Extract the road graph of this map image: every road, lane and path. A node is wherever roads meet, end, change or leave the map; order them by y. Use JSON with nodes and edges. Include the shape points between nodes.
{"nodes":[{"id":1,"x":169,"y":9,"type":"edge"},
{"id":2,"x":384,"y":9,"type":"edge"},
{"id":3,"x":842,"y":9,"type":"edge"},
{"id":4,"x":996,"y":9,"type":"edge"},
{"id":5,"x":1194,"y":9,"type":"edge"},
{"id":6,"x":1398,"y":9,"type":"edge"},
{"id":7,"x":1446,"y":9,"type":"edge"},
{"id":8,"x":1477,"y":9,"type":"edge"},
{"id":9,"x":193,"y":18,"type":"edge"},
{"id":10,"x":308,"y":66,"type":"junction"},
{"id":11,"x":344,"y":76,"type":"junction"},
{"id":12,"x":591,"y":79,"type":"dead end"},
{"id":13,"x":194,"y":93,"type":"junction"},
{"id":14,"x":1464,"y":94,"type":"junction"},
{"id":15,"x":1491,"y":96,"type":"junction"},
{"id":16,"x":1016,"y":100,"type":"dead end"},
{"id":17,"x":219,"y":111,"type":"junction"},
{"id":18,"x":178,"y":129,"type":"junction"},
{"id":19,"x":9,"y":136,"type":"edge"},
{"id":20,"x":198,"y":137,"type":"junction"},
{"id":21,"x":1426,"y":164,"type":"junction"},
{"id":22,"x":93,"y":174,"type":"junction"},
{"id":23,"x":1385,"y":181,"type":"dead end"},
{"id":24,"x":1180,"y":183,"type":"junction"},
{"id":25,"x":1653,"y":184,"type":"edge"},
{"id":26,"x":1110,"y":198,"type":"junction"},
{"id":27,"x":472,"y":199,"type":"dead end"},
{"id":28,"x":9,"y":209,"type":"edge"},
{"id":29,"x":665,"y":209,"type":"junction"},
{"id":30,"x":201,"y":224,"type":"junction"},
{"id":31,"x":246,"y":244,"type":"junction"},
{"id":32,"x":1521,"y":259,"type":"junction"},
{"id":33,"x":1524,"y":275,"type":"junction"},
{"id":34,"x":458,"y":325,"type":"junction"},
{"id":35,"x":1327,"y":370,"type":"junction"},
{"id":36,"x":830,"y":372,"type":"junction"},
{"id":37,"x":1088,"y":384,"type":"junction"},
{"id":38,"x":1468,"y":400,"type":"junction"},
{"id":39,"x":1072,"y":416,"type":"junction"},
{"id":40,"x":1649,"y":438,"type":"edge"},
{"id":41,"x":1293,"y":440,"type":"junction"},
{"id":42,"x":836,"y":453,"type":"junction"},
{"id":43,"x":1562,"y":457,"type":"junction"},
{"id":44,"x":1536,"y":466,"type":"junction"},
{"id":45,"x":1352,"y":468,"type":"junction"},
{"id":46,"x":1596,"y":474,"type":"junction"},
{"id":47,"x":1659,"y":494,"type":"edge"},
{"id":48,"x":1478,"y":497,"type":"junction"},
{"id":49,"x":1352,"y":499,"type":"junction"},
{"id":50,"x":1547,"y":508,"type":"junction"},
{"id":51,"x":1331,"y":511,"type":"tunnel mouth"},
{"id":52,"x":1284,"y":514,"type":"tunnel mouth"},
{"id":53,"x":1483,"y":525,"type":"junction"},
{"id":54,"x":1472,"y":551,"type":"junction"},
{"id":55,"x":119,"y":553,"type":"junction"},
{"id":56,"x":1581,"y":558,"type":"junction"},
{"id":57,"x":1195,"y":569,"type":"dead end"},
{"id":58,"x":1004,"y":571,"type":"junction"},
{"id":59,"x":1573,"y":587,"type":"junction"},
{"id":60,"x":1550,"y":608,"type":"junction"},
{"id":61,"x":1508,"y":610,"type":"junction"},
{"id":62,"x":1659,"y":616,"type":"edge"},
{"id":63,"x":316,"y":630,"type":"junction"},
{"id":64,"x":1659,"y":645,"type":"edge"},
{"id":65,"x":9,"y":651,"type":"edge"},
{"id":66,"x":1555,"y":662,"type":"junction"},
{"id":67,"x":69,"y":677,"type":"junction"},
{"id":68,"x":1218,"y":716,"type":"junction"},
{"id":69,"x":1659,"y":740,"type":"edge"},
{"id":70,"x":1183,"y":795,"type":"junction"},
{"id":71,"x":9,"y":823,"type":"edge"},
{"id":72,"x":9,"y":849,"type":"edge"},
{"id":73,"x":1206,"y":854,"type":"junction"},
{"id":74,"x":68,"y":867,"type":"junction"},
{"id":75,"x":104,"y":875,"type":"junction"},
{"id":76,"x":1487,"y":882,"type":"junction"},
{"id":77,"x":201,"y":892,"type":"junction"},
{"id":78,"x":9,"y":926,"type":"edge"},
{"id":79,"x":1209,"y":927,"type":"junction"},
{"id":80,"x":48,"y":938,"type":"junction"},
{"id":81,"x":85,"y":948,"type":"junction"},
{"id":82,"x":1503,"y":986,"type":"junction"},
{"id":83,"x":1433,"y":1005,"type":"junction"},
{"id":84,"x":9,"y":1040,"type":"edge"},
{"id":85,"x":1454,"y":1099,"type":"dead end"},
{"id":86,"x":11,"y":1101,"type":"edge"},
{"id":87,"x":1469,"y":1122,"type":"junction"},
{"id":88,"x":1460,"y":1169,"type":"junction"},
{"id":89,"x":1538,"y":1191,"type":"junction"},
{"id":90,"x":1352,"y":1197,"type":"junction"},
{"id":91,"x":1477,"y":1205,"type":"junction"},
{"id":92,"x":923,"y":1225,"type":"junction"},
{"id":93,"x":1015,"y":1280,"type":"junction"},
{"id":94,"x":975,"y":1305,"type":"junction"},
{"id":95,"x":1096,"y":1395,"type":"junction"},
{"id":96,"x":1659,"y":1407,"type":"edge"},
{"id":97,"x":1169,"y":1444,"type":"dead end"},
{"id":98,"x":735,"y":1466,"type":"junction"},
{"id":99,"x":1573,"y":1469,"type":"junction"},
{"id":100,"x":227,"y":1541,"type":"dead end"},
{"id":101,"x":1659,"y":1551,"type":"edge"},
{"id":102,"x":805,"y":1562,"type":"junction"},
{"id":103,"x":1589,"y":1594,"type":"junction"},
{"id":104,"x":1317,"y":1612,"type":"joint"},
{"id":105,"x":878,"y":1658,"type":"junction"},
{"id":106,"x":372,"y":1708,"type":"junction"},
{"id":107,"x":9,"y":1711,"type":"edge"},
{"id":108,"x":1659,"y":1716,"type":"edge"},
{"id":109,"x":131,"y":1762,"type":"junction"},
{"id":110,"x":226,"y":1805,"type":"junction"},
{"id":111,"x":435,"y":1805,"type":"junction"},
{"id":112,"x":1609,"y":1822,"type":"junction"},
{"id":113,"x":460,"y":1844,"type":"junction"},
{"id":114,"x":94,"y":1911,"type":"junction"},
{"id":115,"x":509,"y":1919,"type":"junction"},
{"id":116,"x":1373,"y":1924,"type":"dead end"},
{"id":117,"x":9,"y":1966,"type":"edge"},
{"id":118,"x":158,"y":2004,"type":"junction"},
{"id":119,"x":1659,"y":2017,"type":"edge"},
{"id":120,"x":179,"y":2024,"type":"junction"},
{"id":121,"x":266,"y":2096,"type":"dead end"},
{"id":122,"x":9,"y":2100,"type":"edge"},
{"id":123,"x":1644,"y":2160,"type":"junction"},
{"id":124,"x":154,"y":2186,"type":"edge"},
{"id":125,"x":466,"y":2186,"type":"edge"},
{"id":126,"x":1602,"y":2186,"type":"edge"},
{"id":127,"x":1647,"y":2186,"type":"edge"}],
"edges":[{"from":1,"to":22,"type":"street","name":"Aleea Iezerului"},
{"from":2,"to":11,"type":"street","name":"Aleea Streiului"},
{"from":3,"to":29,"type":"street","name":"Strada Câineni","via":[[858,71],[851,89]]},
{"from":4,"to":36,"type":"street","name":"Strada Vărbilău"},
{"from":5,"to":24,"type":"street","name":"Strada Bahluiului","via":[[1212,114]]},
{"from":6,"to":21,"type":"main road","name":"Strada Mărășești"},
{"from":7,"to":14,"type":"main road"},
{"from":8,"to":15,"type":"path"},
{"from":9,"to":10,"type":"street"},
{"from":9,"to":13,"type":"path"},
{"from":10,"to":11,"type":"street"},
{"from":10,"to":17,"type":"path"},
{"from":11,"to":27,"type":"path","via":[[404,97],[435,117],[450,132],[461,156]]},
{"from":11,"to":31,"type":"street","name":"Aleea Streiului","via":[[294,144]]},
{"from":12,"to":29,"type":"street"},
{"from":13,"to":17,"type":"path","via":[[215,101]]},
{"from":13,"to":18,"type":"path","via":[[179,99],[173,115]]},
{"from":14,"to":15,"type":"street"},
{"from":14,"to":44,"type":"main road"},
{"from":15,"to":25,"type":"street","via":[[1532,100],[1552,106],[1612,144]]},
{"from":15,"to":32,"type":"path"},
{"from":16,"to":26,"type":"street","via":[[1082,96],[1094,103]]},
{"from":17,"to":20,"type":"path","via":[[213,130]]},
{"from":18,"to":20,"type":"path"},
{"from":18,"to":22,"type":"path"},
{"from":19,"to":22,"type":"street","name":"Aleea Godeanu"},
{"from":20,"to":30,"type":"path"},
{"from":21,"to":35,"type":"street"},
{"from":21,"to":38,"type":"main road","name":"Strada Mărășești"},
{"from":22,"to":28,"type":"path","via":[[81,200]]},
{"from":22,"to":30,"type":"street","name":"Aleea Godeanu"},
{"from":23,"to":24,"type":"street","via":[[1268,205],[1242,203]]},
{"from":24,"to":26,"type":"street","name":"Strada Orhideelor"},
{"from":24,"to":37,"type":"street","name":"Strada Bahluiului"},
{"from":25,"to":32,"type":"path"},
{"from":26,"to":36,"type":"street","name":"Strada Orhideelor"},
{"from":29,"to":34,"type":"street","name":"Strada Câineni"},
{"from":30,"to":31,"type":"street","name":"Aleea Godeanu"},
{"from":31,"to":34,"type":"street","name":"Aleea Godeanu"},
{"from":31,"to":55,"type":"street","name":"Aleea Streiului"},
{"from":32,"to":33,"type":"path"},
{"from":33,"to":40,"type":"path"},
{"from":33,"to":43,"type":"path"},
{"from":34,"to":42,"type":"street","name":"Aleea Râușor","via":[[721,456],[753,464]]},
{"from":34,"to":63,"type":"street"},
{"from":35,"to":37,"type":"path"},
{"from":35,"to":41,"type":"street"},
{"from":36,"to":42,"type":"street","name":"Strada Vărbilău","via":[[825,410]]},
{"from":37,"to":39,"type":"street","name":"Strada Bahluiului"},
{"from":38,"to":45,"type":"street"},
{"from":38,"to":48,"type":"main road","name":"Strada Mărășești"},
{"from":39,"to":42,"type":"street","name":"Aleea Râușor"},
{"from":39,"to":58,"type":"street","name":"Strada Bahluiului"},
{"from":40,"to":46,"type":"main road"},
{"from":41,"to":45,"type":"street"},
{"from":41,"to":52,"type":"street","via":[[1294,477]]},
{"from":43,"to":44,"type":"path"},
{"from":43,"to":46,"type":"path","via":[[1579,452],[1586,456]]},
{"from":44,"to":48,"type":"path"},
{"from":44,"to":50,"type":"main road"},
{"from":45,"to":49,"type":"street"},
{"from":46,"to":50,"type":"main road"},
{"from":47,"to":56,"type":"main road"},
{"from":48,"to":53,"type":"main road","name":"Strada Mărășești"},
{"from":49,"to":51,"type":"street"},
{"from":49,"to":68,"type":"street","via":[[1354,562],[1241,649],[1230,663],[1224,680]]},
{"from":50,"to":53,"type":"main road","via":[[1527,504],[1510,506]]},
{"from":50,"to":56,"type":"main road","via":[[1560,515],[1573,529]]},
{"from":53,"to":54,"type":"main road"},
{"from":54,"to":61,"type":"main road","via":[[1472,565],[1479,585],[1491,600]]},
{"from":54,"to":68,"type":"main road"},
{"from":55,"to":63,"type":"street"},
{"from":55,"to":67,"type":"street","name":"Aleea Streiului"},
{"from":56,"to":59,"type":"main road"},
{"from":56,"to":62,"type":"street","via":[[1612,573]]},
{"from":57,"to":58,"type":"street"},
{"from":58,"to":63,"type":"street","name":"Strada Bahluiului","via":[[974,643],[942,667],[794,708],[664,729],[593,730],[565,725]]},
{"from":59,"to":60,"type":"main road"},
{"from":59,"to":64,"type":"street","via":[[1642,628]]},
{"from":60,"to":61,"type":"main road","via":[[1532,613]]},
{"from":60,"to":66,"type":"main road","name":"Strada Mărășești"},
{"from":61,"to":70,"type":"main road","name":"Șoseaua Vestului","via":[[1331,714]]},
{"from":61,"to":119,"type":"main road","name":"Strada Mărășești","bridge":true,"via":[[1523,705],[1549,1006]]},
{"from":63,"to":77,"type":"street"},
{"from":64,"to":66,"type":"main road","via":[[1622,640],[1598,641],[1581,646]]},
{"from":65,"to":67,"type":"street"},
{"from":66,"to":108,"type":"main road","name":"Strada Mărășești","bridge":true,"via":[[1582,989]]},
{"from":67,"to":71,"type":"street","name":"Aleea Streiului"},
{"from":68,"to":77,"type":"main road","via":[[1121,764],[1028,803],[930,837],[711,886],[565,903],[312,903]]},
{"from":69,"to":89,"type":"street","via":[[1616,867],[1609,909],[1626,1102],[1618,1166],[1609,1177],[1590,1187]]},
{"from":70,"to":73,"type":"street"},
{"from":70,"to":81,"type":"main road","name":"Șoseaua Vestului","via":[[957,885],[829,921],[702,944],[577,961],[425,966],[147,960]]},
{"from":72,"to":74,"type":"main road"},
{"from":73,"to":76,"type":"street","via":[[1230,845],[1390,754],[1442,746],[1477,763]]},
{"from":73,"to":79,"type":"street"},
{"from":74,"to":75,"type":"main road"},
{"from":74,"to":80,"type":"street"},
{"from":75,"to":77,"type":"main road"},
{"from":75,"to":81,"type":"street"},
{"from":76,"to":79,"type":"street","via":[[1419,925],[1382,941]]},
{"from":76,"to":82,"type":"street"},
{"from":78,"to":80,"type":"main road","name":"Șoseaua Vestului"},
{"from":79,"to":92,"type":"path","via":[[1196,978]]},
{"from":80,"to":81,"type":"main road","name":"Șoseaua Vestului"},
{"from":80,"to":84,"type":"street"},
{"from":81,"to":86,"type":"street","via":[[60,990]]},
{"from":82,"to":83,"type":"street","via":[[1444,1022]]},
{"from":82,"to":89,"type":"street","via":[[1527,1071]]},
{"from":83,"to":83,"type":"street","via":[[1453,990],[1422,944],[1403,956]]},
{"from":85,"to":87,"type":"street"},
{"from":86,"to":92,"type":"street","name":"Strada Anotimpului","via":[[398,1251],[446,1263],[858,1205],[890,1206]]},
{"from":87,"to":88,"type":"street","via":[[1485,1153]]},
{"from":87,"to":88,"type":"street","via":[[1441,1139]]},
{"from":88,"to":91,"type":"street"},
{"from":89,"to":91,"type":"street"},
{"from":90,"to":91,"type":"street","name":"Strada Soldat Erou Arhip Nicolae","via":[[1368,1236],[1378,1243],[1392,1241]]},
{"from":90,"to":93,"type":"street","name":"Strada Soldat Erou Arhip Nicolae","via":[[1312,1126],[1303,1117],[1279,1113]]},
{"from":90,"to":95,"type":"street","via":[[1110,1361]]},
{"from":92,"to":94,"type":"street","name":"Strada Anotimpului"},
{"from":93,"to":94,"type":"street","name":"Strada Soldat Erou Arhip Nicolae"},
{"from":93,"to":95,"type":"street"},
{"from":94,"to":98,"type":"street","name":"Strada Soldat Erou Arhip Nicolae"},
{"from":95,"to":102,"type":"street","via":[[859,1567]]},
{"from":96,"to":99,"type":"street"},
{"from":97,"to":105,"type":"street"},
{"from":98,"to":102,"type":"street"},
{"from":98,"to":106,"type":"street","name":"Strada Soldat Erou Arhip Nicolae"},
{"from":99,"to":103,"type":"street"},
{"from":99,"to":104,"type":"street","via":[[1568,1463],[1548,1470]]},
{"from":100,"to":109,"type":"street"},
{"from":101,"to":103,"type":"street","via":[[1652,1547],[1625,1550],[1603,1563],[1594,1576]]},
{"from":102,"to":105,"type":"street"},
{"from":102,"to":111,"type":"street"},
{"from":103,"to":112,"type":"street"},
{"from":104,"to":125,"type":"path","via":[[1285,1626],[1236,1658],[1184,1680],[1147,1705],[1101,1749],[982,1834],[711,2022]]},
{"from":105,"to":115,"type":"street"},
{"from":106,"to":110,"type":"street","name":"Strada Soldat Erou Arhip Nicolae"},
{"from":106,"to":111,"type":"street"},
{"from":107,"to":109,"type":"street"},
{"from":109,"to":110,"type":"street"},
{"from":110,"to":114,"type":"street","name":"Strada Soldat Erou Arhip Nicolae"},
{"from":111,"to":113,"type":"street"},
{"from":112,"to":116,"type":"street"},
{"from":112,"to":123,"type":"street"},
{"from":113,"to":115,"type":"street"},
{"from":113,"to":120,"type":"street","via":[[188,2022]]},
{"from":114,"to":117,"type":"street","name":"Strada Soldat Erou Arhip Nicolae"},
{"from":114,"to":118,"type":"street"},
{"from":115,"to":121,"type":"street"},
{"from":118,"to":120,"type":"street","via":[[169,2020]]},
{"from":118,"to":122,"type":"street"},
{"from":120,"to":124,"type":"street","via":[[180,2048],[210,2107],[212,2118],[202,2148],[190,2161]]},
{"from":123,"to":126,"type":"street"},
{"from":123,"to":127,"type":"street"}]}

## [ACTIVITY]
Go through the data above and return each line containing the string "true".

## [OUTPUT OF THE TASK]
{"from":61,"to":119,"type":"main road","name":"Strada Mărășești","bridge":true,"via":[[1523,705],[1549,1006]]},
{"from":66,"to":108,"type":"main road","name":"Strada Mărășești","bridge":true,"via":[[1582,989]]},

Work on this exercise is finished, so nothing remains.